→ **Task data**
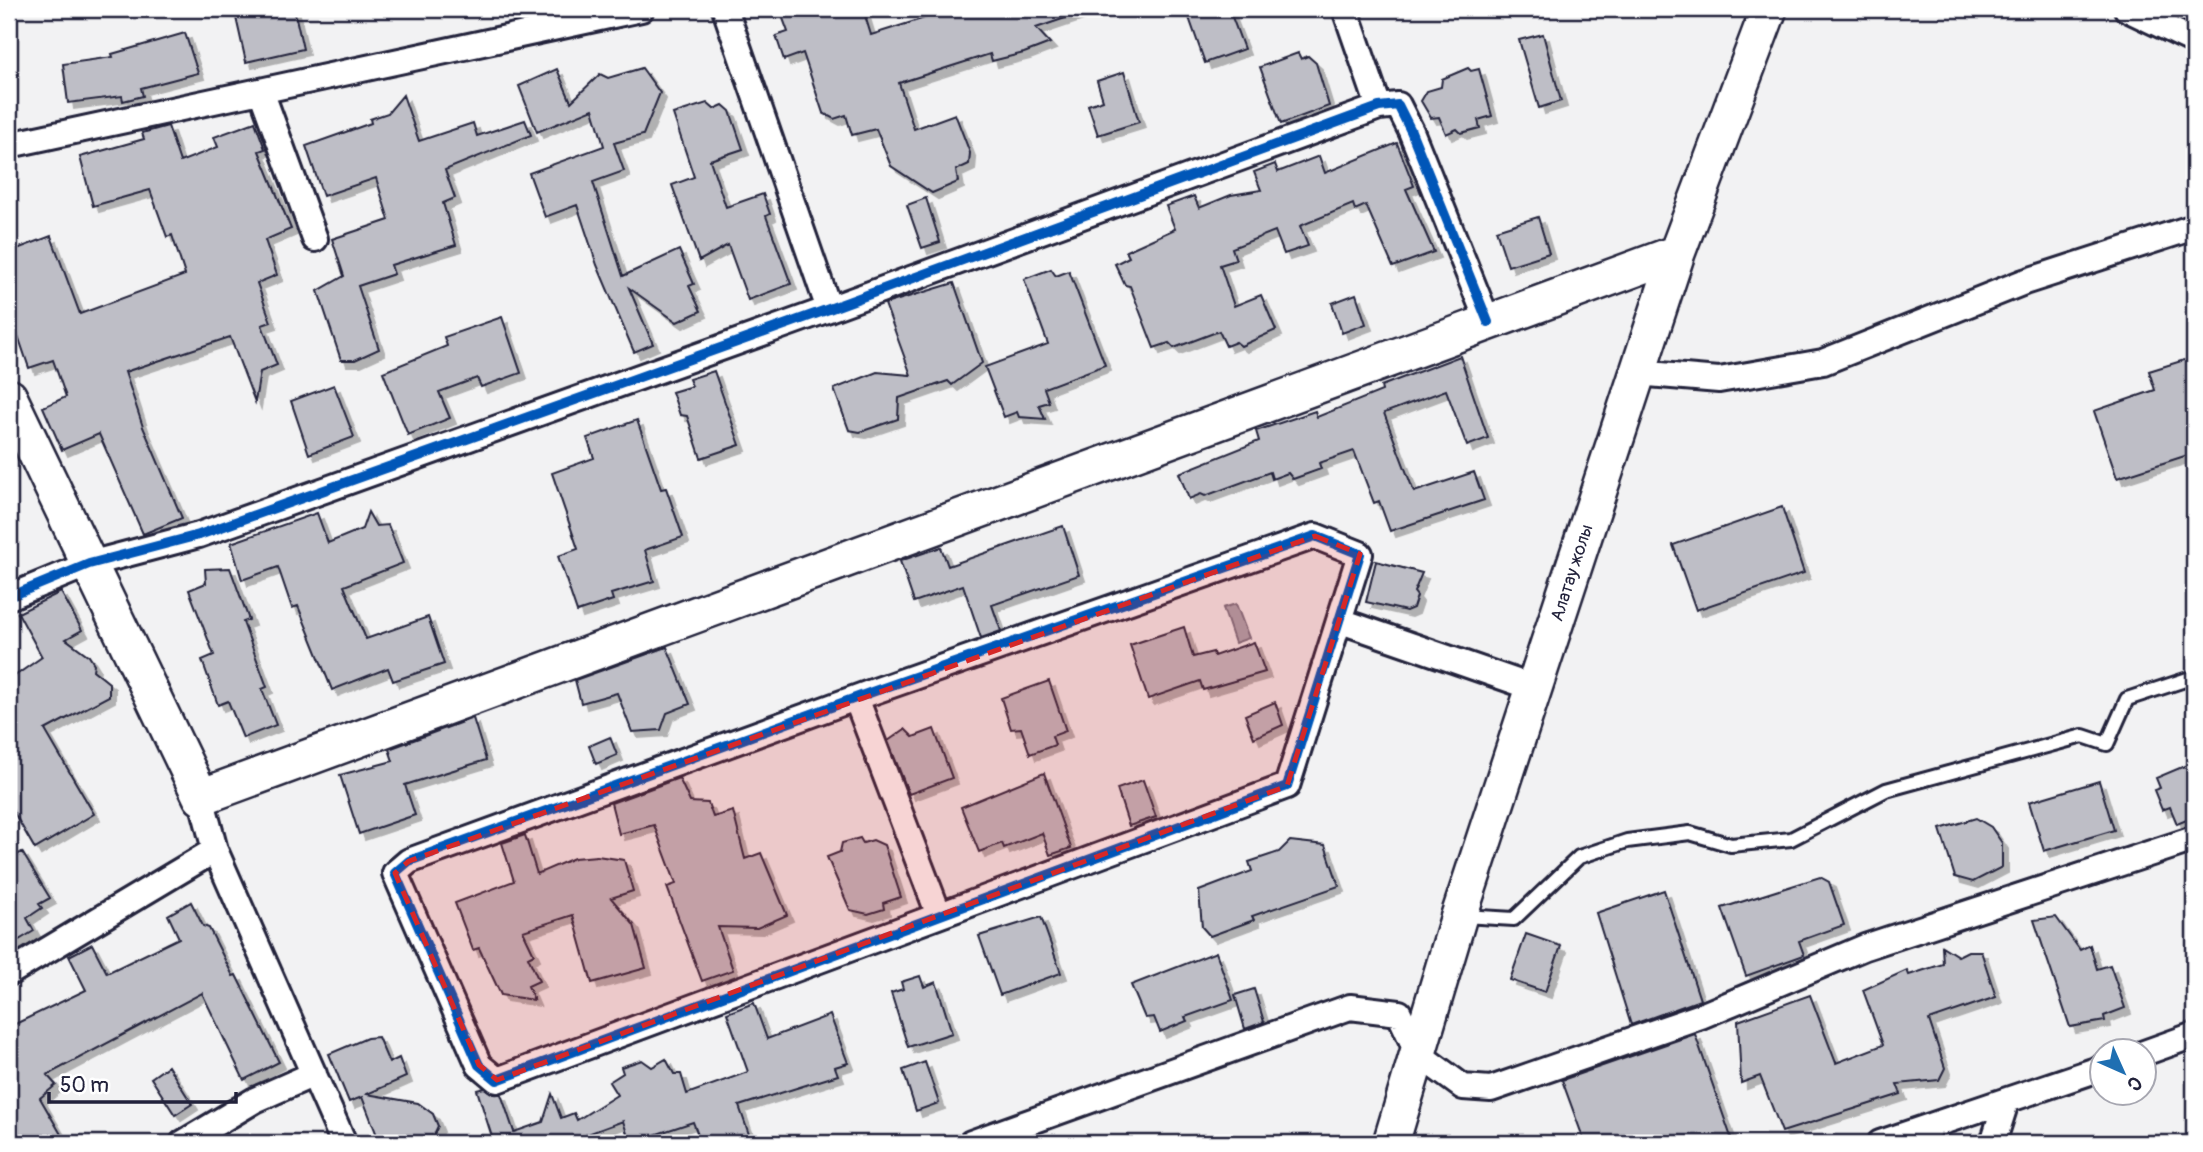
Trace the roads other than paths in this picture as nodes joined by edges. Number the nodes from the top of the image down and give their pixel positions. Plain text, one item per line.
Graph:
1 (641, 9) edge
2 (725, 9) edge
3 (1345, 9) edge
4 (1769, 9) edge
5 (2127, 9) edge
6 (2194, 41) edge
7 (261, 91) junction
8 (1379, 107) junction
9 (9, 145) edge
10 (2194, 226) edge
11 (315, 239) dead end
12 (1677, 253) junction
13 (829, 309) junction
14 (1488, 322) junction
15 (1637, 373) junction
16 (9, 397) edge
17 (89, 564) junction
18 (9, 597) edge
19 (1341, 621) junction
20 (2194, 677) edge
21 (1534, 688) junction
22 (856, 698) junction
23 (201, 797) junction
24 (2194, 839) edge
25 (215, 850) junction
26 (939, 915) junction
27 (1459, 916) junction
28 (9, 973) edge
29 (2194, 1035) edge
30 (2158, 1048) edge
31 (1418, 1054) junction
32 (2088, 1073) edge
33 (314, 1074) junction
34 (2006, 1102) junction
35 (183, 1143) edge
36 (344, 1143) edge
37 (971, 1143) edge
38 (1391, 1143) edge
39 (1880, 1143) edge
40 (1993, 1143) edge

1 - 7 street
2 - 13 street
3 - 8 street
4 - 12 street, Алатау жолы
5 - 6 street
7 - 9 street
7 - 11 street
8 - 13 street
8 - 14 street
10 - 15 street
12 - 14 street
12 - 15 street, Алатау жолы
13 - 17 street
14 - 23 street
15 - 21 street, Алатау жолы
16 - 17 street
17 - 18 street
17 - 23 street
19 - 21 street
19 - 22 street
19 - 26 street
20 - 27 lane
21 - 27 street, Алатау жолы
22 - 26 street
22 - 26 street
23 - 25 street
24 - 31 street
25 - 28 street
25 - 33 street
27 - 31 street, Алатау жолы
29 - 30 street
31 - 37 street
31 - 38 street, Алатау жолы
32 - 34 street
33 - 35 street
33 - 36 street
34 - 39 street
34 - 40 street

→ **Task objective**
Copy the material verbatim. The pictures are not part of the copy.

→ **Expected output**
Trace the roads other than paths in this picture as nodes joined by edges. Number the nodes from the top of the image down and give their pixel positions. Plain text, one item per line.
Graph:
1 (641, 9) edge
2 (725, 9) edge
3 (1345, 9) edge
4 (1769, 9) edge
5 (2127, 9) edge
6 (2194, 41) edge
7 (261, 91) junction
8 (1379, 107) junction
9 (9, 145) edge
10 (2194, 226) edge
11 (315, 239) dead end
12 (1677, 253) junction
13 (829, 309) junction
14 (1488, 322) junction
15 (1637, 373) junction
16 (9, 397) edge
17 (89, 564) junction
18 (9, 597) edge
19 (1341, 621) junction
20 (2194, 677) edge
21 (1534, 688) junction
22 (856, 698) junction
23 (201, 797) junction
24 (2194, 839) edge
25 (215, 850) junction
26 (939, 915) junction
27 (1459, 916) junction
28 (9, 973) edge
29 (2194, 1035) edge
30 (2158, 1048) edge
31 (1418, 1054) junction
32 (2088, 1073) edge
33 (314, 1074) junction
34 (2006, 1102) junction
35 (183, 1143) edge
36 (344, 1143) edge
37 (971, 1143) edge
38 (1391, 1143) edge
39 (1880, 1143) edge
40 (1993, 1143) edge

1 - 7 street
2 - 13 street
3 - 8 street
4 - 12 street, Алатау жолы
5 - 6 street
7 - 9 street
7 - 11 street
8 - 13 street
8 - 14 street
10 - 15 street
12 - 14 street
12 - 15 street, Алатау жолы
13 - 17 street
14 - 23 street
15 - 21 street, Алатау жолы
16 - 17 street
17 - 18 street
17 - 23 street
19 - 21 street
19 - 22 street
19 - 26 street
20 - 27 lane
21 - 27 street, Алатау жолы
22 - 26 street
22 - 26 street
23 - 25 street
24 - 31 street
25 - 28 street
25 - 33 street
27 - 31 street, Алатау жолы
29 - 30 street
31 - 37 street
31 - 38 street, Алатау жолы
32 - 34 street
33 - 35 street
33 - 36 street
34 - 39 street
34 - 40 street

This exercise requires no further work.